En résulte un personnage intrigant, indéchiffrable « qui n’est à chaque fois ni tout à fait une autre ni tout à fait la même » (3) et qui se pare, tel un kaléidoscope, de brillances successives en forme de patchwork à la séduction sans cesse renouvelée. Vue au travers de l’auteur, qui ne cache pas ses sentiments pour elle, cette héroïne n’en devient que plus attractive. Car tout au long des quatre opus, elle exerce un véritable magnétisme, au sens premier du terme, sur lui – et sur nous – polarisant l’attention à l’instar du Nord pour une boussole ; les pages où elle apparaît sont d’ailleurs les plus belles de mon point de vue (4). Souffle également ici un vent de liberté profonde, Marie nous donnant l’impression de faire ce qu’elle veut, quand elle veut, sans agressivité, juste comme ça ; de par sa manière de la poser au fil des pages, l’auteur nous fait sentir à la fois son unicité et sa manière d’illustrer la capacité universelle donnée à chaque être humain pour s’affirmer et vivre sa vie. Elle est unique et elle pourrait être nous.

Pour renforcer cette attraction que l’auteur éprouve pour Marie et qu’il nous fait partager, il n’hésite pas à bousculer la temporalité. Alors que les événements et la description des sentiments donnent une grande densité à l’histoire, il ne se passe que sept mois entre le début et la fin, sept mois qui vont demander onze ans d’écriture à l’auteur dans la vraie vie, sept mois qui semblent presque une vie dans le livre, tant il plonge profondément dans la narration de ce moment d’existence et tant il nous transporte dans des univers différents (Japon, Chine, Paris, Ile d’Elbe). Répondant à la relative abstraction du personnage de Marie, cette distorsion chronologique accentue l’aspect intemporel du roman et renforce sa beauté universelle.

Tout cela est porté par un style souple et enveloppant, flots de phrases ciselées qui tomberaient comme autant d’étoffes somptueuses pour vêtir Marie (5). Ample et majestueuse, même dans ses saccades, l’écriture souligne encore la beauté de l’histoire, parfois très concrète, à d’autres moments emplie d’onirisme – surtout quand Marie en est le centre.

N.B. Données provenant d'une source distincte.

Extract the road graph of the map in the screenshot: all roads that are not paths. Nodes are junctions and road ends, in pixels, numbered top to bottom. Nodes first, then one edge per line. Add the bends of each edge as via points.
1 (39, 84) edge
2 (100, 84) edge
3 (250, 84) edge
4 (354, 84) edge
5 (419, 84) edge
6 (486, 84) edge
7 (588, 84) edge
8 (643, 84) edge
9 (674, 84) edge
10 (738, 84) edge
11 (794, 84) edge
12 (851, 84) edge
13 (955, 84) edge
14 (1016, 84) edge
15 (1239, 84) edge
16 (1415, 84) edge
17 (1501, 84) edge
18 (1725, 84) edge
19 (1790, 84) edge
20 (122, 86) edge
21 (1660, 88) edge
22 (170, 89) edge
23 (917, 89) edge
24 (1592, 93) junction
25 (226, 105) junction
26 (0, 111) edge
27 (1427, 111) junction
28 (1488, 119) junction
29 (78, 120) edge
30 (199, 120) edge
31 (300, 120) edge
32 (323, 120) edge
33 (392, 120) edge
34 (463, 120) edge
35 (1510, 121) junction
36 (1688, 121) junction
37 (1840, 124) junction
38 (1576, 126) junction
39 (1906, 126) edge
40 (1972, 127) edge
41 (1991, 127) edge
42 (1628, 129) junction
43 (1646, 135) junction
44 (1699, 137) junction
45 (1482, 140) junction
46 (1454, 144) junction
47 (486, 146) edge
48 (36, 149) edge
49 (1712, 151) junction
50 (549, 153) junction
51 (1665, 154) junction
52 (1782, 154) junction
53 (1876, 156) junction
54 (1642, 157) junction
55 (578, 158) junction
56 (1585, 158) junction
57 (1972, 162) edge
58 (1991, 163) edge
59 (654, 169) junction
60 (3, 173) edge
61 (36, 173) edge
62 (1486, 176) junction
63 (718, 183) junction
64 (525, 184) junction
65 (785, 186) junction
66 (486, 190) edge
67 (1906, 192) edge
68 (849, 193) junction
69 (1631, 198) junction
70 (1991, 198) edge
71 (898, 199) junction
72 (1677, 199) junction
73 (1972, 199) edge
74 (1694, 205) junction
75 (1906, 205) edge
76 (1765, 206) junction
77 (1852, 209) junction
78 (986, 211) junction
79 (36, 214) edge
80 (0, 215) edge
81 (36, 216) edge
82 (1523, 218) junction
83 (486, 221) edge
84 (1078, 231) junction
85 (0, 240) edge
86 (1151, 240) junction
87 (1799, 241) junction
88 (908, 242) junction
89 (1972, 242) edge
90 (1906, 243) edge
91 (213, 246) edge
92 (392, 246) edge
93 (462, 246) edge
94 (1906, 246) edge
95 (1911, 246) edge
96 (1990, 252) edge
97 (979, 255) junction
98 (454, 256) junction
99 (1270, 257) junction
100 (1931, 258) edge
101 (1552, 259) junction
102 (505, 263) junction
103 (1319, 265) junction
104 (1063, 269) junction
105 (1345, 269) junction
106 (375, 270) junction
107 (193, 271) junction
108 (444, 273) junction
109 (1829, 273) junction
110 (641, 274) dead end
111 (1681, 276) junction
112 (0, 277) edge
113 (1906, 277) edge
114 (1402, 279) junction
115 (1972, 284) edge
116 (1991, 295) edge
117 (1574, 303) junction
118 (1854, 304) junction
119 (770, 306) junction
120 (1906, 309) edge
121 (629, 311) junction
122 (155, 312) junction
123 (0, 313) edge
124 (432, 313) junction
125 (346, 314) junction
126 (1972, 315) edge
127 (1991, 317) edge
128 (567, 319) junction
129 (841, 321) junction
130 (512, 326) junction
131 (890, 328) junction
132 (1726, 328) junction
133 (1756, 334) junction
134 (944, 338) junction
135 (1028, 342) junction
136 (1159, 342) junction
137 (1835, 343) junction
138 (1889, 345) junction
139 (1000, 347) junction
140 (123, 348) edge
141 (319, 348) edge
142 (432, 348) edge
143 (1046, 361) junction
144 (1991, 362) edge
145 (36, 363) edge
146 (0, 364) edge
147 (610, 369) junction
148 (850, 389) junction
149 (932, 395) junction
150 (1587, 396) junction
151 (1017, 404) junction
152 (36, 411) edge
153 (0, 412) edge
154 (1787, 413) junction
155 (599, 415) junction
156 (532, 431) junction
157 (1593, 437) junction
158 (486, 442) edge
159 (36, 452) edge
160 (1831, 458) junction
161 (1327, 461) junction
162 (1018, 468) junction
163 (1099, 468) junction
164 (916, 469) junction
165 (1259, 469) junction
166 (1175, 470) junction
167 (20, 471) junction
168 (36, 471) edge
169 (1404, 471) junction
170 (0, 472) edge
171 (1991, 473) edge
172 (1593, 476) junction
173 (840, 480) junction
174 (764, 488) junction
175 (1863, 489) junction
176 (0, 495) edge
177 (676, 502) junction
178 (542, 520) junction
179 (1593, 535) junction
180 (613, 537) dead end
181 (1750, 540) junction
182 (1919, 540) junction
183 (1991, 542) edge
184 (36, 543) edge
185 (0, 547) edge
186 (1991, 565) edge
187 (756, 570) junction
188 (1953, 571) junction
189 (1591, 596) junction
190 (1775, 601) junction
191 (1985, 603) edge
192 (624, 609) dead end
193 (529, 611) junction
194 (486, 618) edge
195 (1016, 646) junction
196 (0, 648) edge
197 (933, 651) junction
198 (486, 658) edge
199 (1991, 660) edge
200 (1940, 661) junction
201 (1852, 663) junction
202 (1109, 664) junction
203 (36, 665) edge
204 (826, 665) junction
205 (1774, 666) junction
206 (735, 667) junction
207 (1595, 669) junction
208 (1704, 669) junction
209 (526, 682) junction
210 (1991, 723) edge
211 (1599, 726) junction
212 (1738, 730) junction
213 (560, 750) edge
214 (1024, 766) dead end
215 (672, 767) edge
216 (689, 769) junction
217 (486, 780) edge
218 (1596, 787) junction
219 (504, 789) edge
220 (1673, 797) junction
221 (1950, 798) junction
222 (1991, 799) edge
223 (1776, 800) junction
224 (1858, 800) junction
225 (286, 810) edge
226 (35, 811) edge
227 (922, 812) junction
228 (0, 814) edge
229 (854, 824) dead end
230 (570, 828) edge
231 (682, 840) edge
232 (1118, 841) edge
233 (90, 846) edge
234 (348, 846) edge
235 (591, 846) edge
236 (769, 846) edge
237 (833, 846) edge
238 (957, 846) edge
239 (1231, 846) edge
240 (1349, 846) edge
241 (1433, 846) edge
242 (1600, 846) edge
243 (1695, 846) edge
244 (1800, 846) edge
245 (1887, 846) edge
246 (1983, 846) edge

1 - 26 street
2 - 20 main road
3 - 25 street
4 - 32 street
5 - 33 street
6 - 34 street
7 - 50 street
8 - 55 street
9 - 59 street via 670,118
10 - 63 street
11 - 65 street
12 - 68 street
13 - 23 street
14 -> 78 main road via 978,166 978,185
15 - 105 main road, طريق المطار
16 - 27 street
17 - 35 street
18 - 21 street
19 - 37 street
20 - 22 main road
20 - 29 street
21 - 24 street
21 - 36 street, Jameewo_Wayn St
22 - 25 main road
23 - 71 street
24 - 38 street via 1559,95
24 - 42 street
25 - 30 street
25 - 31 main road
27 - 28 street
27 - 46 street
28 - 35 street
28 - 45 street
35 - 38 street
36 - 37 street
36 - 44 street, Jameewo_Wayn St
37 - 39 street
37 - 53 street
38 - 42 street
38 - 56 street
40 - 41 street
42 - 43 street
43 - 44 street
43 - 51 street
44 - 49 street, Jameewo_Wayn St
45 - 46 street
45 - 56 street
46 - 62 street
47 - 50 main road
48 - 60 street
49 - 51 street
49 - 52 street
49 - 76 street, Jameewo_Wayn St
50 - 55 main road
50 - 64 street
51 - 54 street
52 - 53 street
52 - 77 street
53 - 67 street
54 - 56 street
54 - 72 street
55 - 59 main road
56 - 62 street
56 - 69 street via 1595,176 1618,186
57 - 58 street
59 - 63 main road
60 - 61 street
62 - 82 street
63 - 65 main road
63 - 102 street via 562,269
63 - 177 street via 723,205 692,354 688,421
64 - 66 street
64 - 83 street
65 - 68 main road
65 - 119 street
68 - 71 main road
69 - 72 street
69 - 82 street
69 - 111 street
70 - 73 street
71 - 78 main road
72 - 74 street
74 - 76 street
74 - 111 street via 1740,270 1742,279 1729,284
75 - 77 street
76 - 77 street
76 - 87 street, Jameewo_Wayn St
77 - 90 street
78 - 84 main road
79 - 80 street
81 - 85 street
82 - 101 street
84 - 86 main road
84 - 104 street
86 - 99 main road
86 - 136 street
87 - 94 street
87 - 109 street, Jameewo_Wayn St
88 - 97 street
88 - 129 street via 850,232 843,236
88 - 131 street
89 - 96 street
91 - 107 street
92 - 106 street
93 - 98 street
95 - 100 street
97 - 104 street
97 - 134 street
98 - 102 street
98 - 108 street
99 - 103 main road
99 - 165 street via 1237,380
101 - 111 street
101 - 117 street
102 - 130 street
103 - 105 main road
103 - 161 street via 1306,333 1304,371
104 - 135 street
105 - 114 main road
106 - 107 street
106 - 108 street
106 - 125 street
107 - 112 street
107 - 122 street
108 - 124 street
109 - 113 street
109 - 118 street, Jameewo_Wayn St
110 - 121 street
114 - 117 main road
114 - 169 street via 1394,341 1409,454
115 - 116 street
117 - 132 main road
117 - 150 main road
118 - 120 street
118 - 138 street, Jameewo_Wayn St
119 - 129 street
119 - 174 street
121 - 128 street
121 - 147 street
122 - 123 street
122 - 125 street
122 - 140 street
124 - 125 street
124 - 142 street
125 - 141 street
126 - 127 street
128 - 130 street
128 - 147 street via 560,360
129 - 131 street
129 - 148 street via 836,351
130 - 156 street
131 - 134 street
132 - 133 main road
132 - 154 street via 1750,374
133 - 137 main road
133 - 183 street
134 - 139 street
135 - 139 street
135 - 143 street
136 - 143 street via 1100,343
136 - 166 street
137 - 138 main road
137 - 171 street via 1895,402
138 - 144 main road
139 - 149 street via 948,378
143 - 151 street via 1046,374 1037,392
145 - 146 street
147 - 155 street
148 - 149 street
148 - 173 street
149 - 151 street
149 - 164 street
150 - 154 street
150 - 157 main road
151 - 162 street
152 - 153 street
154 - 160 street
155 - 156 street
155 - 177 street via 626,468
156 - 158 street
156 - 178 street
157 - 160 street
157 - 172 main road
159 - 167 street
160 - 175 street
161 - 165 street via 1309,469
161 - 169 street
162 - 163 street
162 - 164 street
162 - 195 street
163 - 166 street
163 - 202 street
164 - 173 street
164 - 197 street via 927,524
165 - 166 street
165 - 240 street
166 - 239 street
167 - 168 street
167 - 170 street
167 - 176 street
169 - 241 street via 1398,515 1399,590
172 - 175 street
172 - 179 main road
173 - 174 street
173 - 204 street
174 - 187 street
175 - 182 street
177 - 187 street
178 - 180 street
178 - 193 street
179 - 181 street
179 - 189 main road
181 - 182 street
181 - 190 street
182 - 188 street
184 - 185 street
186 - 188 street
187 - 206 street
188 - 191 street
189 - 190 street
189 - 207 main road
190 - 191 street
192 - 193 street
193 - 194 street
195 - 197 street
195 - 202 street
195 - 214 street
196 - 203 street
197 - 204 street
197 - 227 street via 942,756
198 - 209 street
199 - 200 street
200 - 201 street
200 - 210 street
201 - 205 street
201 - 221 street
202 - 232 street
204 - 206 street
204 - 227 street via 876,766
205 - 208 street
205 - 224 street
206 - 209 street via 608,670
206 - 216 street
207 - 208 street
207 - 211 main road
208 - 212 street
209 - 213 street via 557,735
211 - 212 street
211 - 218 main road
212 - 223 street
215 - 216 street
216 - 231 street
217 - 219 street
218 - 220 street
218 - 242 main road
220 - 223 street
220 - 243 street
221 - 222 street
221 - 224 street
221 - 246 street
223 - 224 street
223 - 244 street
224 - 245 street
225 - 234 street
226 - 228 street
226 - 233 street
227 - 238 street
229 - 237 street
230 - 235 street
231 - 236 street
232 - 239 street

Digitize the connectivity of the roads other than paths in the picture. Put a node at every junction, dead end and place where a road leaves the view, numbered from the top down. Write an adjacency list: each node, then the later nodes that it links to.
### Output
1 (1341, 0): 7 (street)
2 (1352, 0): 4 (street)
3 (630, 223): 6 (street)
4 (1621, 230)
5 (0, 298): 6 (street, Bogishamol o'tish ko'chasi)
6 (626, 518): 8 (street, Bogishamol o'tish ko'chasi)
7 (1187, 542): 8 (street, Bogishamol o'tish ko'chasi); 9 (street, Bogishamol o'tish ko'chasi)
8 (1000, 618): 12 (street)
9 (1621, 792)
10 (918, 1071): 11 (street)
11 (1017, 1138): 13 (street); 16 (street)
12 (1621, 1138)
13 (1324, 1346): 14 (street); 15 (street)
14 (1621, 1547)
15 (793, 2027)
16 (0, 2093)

L’auteur nous conte ici le récit d’une relation sentimentale exacerbée entre deux êtres dans lesquels nous pouvons projeter à peu près ce que nous voulons sauf la beauté des sentiments.

Magnifique

FB

(1) Nous noterons que deux des titres « La vérité sur Marie » et « Nue » évoquent bien cet effeuillage progressif.
(2) Se passe ici le mouvement exactement contraire à ce qu’il advient lorsque nous avons vu une adaptation filmée d’un livre ; plus moyen d’imaginer un personnage, l’image vidéo s’est comme incrustée en lui, annihilant toute notre capacité d’imagination.
(3) « Je fais souvent ce rêve étrange et pénétrant
D’une femme inconnue, et que j’aime, et qui m’aime
Et qui n’est, chaque fois, ni tout à fait la même
Ni tout à fait une autre, et m’aime et me comprend […] »
Paul VALERY « Mon rêve familier », poème qui me semble particulièrement adapté ici.
(4) C’est sans doute pour cela que le deuxième opus « Fuir » m’a semblé moins captivant, centré sur les aventures du personnage principal en Chine.
(5) L’écrivain affectionne particulièrement les tissus, dont il se plaît à draper Marie au long des pages.